Scaling

rjgibert · Post by **rjgibert** » Tue Apr 21, 2009 3:43 pm

Lets say you get an idea for improving your chess program and decide to test it with some blitz time limit. You determine that the idea is break even or performs a little worse. Now, as per usual, you would discard the idea and move on to some other idea to try. However, what if you instead decide to test it again with a much faster bullet time limit? And what if it then performs decidedly worse in bullet than in blitz? I think in this case discarding the idea then becomes a mistake, because what you have actually demonstrated is that the idea scales well. Your idea performs badly at bullet, so-so at blitz, so doesn't that suggest it would do well at a slow time limit?

My point is that an idea is only truly bad if it both performs badly and scales badly. Moreover, even if it had been 100 elo better at bullet, but merely 50 elo better at blitz, I think the idea would very likely be a bad one for slow games. You need to perfrom at least 2 tests at significantly contrasting time limits.

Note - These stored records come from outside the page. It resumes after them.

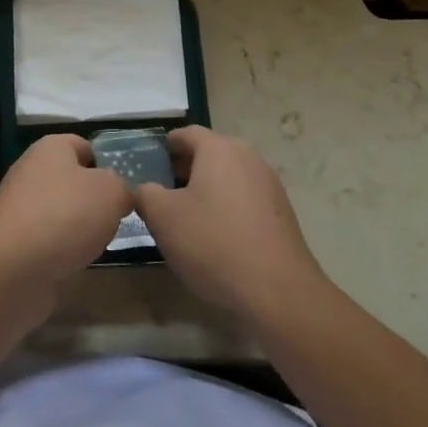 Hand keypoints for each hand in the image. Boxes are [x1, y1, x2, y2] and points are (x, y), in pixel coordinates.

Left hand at [0, 134, 133, 295]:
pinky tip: (76, 264)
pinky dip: (63, 251)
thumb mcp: (111, 192)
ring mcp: (18, 209)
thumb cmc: (65, 216)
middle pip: (72, 180)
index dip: (106, 162)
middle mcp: (30, 172)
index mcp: (50, 148)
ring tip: (101, 244)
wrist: (11, 269)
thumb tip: (119, 194)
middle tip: (119, 218)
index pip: (83, 145)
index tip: (127, 187)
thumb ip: (122, 187)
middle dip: (95, 199)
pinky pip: (48, 241)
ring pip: (60, 212)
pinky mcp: (13, 244)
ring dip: (80, 228)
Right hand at [134, 126, 326, 321]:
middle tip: (162, 195)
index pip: (185, 134)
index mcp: (219, 148)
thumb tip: (146, 188)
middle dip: (183, 170)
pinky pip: (245, 199)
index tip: (149, 167)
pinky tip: (216, 237)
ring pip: (228, 177)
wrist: (278, 292)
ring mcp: (269, 184)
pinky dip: (227, 208)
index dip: (164, 148)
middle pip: (209, 154)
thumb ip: (145, 193)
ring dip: (206, 190)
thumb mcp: (163, 217)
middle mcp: (248, 157)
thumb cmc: (213, 243)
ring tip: (186, 219)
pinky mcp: (282, 213) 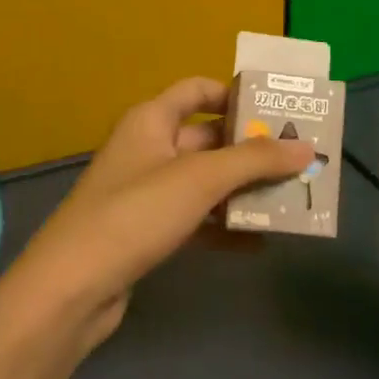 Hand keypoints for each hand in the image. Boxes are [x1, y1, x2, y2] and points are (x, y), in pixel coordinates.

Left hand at [0, 78, 314, 357]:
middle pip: (208, 138)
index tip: (278, 110)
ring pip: (206, 181)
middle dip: (252, 149)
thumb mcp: (199, 179)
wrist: (72, 288)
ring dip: (244, 189)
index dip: (235, 94)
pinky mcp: (148, 231)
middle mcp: (148, 148)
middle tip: (300, 158)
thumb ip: (254, 161)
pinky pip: (197, 219)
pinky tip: (260, 241)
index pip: (197, 90)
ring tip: (292, 197)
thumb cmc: (135, 214)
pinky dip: (225, 227)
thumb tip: (306, 148)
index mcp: (151, 120)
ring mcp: (147, 192)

This brings me to a perhaps even more important point, you don't actually need to play slow games to determine whether an idea is a good one, you just need to use more than one time control to show that an idea scales well, so you may not need that cluster to do decent testing.

Something Evil

One thing that should be borne in mind is that the concept of scaling can be used to decieve your chess programming competitors by withholding your scaling data. You can steer them towards ideas that do well at fast time controls, but scale poorly. Similarly, you can steer them away from ideas that perform poorly at fast time controls, but scale really well. I think that scaling is the more important attribute than actual playing strength at least in the long run.

Note that such a deception can occur accidentally. Lets say you have some especially fast hardware. You test your idea and announce the result. Others decide to test your idea and they get a poorer result. Poor enough to make them not like the idea, but what has really happened is that they have inadvertently shown the idea to scale well by testing on their slower hardware. Paradoxically, in this case, a bad result may indicate an idea is promising! It's like I said, i]You need to perform at least 2 tests at significantly contrasting time limits.[/i]

bob · Post by **bob** » Tue Apr 21, 2009 5:55 pm

rjgibert wrote:Lets say you get an idea for improving your chess program and decide to test it with some blitz time limit. You determine that the idea is break even or performs a little worse. Now, as per usual, you would discard the idea and move on to some other idea to try. However, what if you instead decide to test it again with a much faster bullet time limit? And what if it then performs decidedly worse in bullet than in blitz? I think in this case discarding the idea then becomes a mistake, because what you have actually demonstrated is that the idea scales well. Your idea performs badly at bullet, so-so at blitz, so doesn't that suggest it would do well at a slow time limit?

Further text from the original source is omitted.